>>

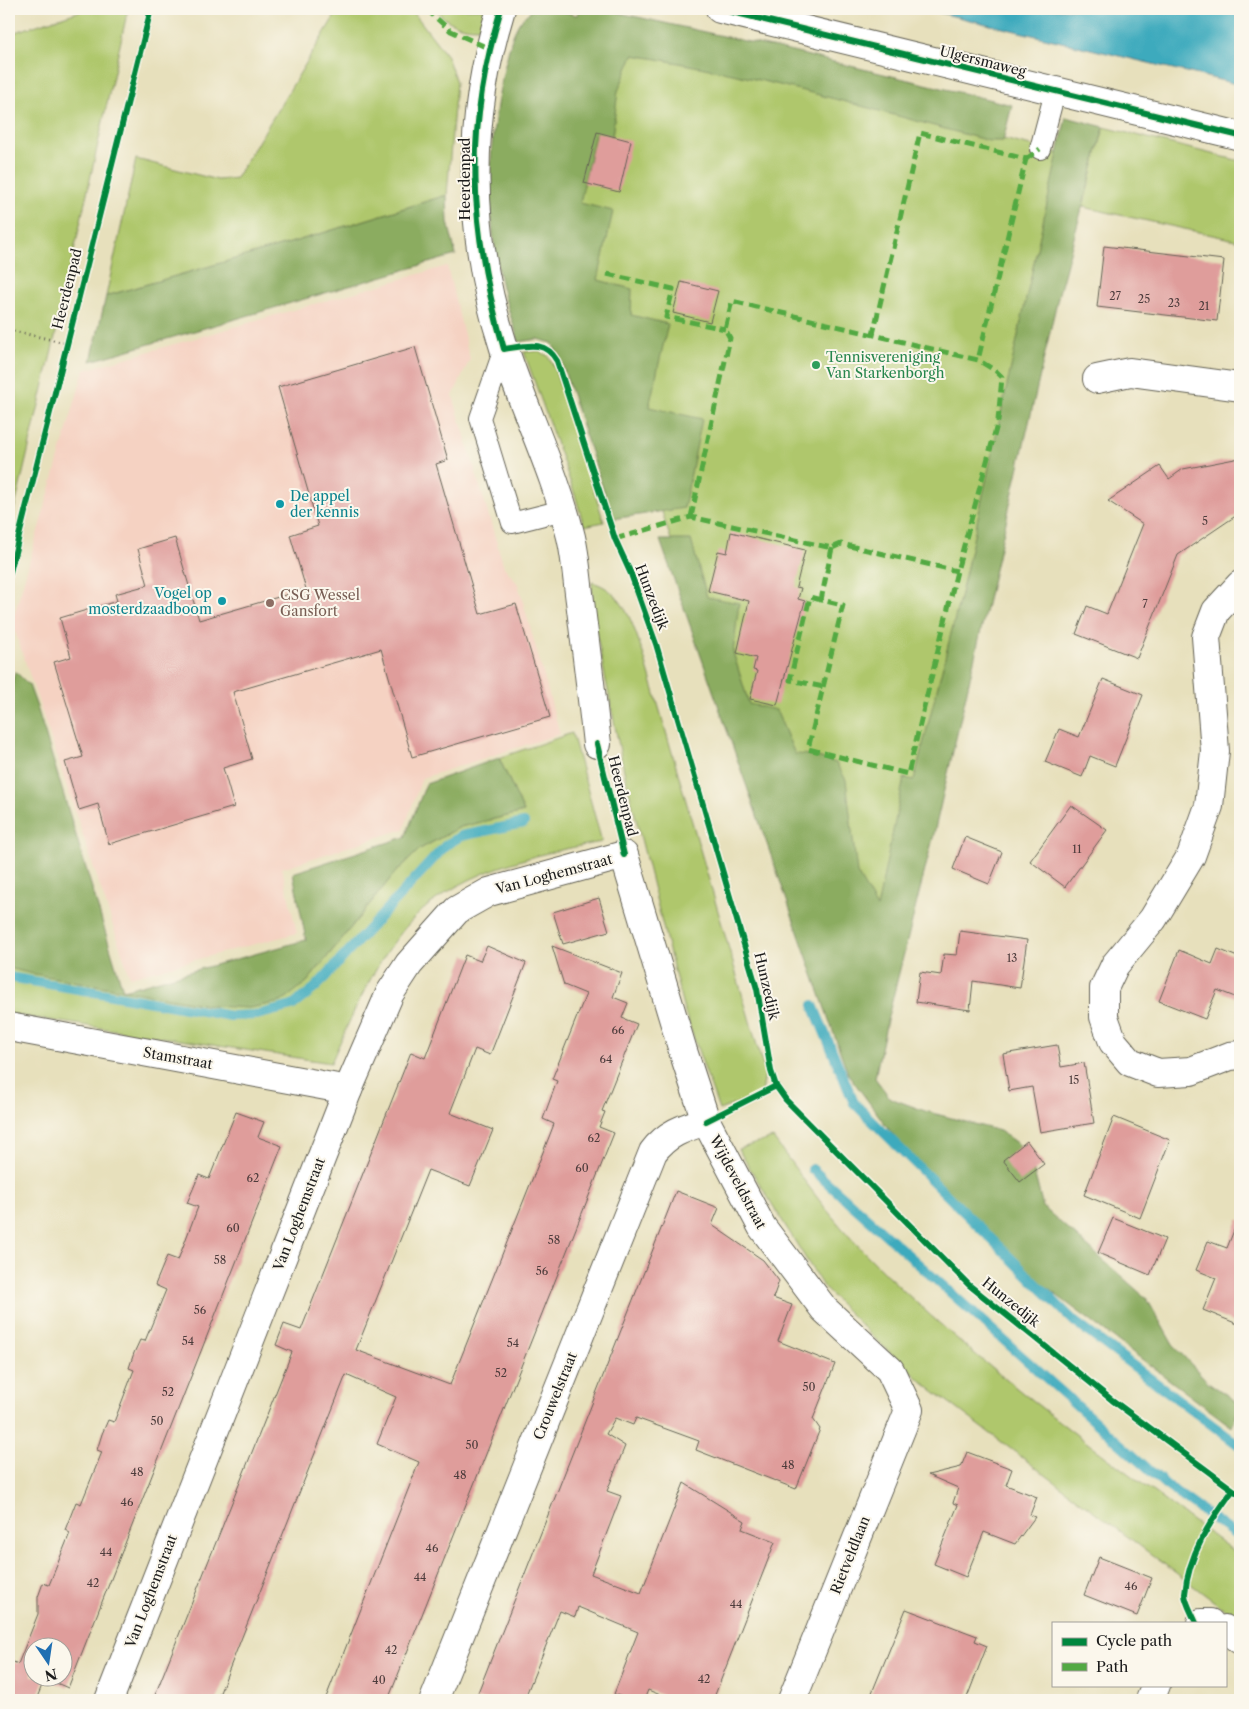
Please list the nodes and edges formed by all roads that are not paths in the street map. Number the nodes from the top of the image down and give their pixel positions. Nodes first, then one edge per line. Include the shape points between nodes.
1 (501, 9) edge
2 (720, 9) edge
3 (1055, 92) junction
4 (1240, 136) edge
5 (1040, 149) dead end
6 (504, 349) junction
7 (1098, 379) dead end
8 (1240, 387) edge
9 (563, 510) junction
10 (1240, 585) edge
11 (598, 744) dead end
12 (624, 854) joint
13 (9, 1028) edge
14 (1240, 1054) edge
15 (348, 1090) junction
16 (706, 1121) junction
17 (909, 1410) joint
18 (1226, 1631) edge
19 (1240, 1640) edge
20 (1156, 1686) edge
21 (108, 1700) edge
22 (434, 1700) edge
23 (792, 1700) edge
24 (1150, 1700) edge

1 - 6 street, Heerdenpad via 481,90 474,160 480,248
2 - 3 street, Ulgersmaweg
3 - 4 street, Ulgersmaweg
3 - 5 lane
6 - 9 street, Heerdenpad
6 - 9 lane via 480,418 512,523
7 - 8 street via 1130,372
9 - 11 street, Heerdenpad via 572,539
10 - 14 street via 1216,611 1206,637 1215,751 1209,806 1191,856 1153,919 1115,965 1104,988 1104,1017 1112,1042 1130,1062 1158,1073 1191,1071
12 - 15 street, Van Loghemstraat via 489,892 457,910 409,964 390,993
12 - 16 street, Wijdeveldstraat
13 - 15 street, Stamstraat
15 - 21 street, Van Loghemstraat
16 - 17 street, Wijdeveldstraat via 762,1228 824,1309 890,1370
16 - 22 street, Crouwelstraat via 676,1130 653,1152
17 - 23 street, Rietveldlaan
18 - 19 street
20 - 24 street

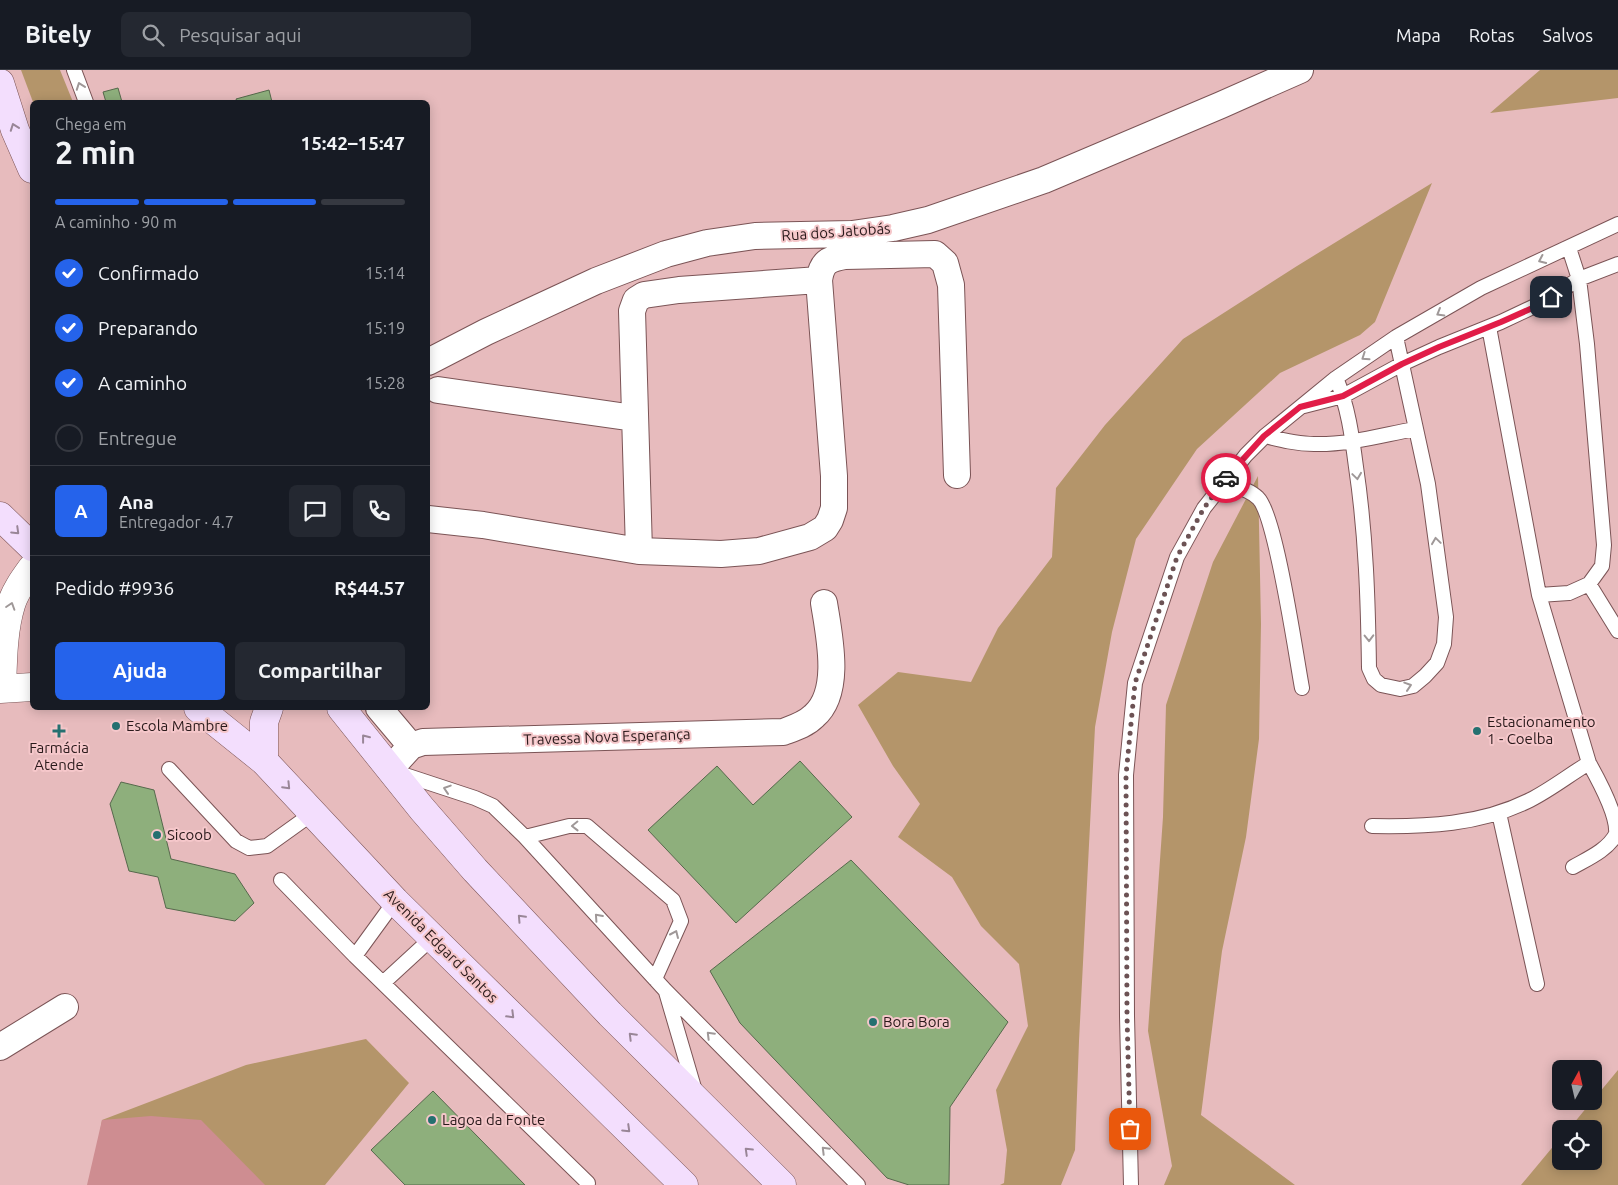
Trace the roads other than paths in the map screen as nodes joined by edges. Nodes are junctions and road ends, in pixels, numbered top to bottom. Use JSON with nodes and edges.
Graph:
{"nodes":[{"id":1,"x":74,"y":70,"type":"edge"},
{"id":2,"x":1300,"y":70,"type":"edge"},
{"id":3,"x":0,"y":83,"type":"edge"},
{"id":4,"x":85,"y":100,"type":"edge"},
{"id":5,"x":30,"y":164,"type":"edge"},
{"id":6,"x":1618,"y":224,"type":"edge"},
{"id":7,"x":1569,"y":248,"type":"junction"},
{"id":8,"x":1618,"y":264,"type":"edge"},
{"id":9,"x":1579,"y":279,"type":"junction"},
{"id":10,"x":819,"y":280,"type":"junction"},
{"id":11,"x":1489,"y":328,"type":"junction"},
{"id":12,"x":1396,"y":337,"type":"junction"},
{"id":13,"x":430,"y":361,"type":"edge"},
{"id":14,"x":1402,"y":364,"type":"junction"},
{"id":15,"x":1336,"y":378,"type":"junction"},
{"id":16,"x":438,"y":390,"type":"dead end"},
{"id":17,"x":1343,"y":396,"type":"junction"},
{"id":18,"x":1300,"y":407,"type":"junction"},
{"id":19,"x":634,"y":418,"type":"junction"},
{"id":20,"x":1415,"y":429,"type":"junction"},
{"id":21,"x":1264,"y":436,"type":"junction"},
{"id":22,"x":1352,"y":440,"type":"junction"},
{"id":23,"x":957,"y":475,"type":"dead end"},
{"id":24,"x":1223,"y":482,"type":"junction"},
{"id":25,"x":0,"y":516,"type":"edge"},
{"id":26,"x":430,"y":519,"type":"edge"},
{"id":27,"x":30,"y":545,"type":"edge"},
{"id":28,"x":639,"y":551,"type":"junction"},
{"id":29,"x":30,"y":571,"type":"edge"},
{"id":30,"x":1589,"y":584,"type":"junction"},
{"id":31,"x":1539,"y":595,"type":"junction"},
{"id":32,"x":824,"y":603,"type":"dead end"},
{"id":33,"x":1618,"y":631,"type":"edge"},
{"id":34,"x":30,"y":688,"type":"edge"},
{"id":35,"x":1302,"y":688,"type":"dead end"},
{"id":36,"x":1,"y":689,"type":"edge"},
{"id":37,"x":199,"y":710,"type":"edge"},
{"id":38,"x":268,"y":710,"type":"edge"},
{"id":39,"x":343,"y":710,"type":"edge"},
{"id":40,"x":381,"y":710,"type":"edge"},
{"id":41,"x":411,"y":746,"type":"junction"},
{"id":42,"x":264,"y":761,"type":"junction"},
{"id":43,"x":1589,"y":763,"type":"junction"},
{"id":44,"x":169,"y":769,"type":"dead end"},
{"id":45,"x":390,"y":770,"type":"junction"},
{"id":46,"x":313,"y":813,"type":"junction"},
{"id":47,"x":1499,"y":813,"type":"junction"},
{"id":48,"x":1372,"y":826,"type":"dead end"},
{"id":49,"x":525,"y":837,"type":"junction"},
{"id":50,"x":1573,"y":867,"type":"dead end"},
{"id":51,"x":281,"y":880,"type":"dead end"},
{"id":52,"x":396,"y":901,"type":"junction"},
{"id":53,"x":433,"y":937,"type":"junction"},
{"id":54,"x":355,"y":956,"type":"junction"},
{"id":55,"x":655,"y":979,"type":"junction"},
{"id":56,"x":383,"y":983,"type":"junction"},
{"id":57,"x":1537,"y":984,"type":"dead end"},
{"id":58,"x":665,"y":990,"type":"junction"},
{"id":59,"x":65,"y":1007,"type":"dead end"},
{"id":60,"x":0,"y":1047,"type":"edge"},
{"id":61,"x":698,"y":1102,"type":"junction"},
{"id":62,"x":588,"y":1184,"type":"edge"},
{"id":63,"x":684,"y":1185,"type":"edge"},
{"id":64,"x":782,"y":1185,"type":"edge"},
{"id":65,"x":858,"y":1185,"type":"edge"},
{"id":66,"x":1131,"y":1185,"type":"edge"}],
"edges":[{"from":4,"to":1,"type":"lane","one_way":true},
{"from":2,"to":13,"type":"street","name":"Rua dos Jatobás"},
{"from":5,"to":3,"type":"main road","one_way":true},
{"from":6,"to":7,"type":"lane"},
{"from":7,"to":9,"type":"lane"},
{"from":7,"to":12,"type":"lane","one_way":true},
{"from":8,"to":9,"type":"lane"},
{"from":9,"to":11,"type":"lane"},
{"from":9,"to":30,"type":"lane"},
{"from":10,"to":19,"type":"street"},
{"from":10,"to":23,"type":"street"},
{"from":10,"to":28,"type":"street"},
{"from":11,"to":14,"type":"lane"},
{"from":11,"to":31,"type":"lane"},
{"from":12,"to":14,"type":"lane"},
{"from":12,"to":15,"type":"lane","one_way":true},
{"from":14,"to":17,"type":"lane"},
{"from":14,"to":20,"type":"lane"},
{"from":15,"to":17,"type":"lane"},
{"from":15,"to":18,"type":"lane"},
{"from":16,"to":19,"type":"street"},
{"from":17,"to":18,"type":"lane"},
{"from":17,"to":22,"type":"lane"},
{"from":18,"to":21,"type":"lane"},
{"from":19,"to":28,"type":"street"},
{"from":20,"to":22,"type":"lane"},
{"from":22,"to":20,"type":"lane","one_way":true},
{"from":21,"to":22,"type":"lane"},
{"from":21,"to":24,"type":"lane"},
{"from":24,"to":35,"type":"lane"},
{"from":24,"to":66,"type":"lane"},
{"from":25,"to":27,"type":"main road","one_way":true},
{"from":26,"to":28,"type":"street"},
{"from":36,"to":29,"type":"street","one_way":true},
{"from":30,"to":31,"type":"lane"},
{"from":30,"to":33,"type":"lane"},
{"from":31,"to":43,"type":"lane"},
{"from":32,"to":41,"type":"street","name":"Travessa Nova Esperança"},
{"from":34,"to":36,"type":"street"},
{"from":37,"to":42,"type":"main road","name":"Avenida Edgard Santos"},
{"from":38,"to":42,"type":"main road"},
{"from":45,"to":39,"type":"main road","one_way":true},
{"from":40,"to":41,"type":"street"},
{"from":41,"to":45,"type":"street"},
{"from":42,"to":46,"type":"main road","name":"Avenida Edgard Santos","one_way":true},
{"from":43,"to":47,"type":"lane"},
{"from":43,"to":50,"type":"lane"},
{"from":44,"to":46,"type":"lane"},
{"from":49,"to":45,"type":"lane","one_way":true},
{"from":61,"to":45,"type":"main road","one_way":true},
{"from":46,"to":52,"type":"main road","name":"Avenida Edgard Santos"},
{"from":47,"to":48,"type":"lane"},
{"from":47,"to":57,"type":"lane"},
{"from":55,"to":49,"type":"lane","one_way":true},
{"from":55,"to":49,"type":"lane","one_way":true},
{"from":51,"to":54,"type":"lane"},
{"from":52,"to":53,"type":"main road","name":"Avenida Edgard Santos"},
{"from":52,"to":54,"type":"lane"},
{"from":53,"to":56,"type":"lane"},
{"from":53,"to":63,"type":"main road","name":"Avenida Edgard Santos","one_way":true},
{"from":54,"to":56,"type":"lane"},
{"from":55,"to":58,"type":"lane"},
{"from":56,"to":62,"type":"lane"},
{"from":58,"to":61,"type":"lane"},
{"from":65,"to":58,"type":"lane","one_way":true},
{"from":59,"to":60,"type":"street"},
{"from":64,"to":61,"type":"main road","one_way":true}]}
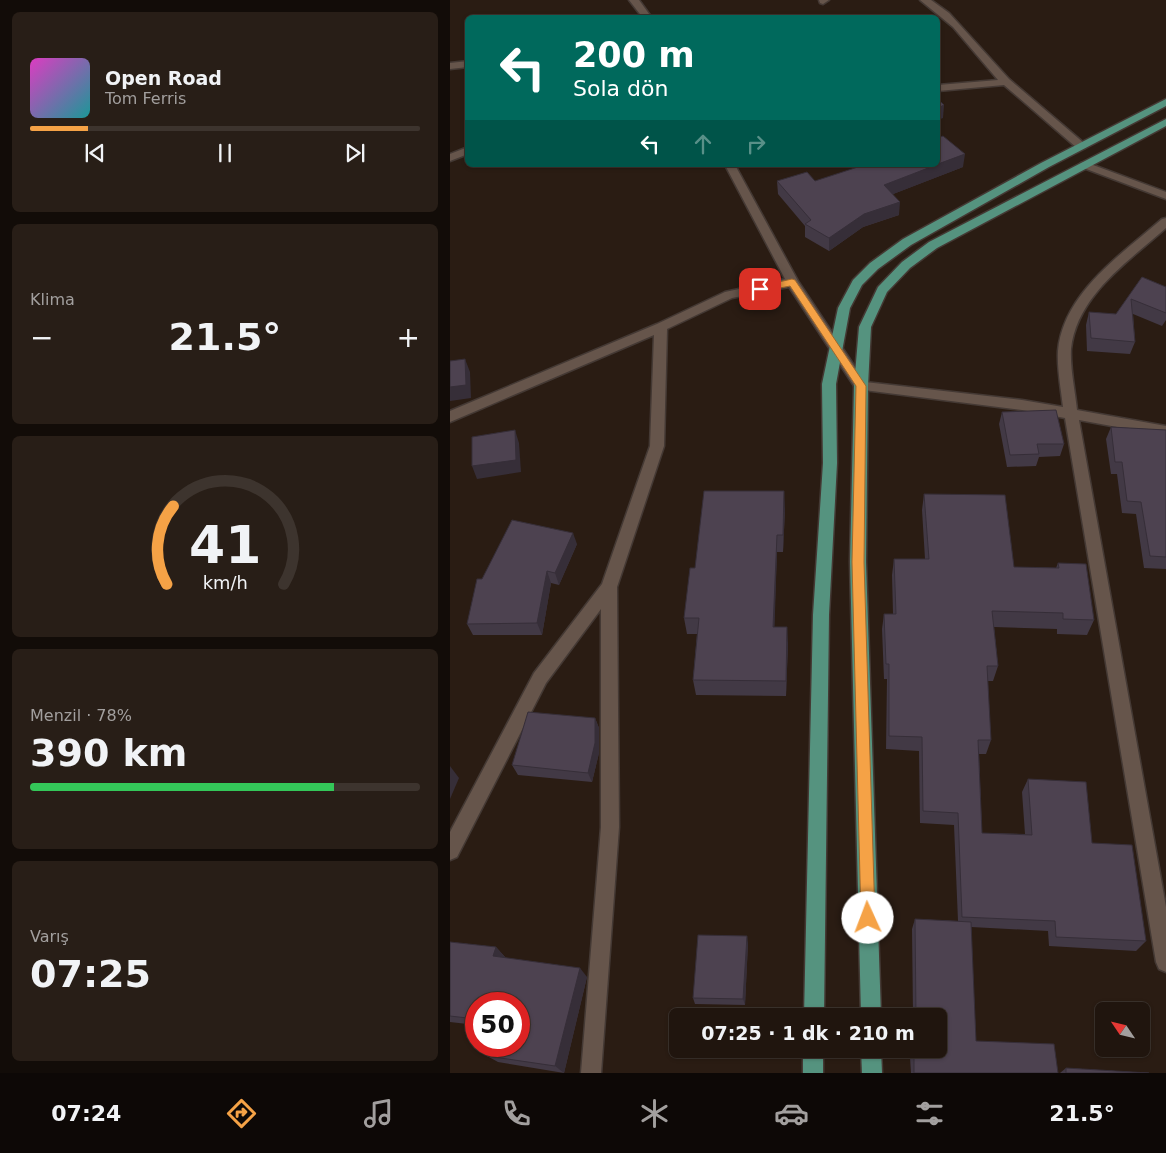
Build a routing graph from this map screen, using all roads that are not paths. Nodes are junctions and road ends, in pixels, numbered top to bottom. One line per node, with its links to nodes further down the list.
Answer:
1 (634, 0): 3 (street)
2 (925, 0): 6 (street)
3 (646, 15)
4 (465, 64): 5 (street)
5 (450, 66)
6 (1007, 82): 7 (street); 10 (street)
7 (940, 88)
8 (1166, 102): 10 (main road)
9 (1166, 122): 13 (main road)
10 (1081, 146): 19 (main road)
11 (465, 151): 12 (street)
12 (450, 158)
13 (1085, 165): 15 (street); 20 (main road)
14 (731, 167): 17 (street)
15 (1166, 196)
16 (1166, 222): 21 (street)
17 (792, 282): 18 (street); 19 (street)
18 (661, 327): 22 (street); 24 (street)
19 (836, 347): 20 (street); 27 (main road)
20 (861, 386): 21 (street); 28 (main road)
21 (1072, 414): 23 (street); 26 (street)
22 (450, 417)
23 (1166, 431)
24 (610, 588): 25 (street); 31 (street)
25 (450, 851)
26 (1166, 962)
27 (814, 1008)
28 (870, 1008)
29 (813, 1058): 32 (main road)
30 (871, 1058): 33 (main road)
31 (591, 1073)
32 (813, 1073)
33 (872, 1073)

<<

**Task prompt**
Copy each line of the listing that holds the word "Ulgersmaweg".

**Answer section**
2 - 3 street, Ulgersmaweg
3 - 4 street, Ulgersmaweg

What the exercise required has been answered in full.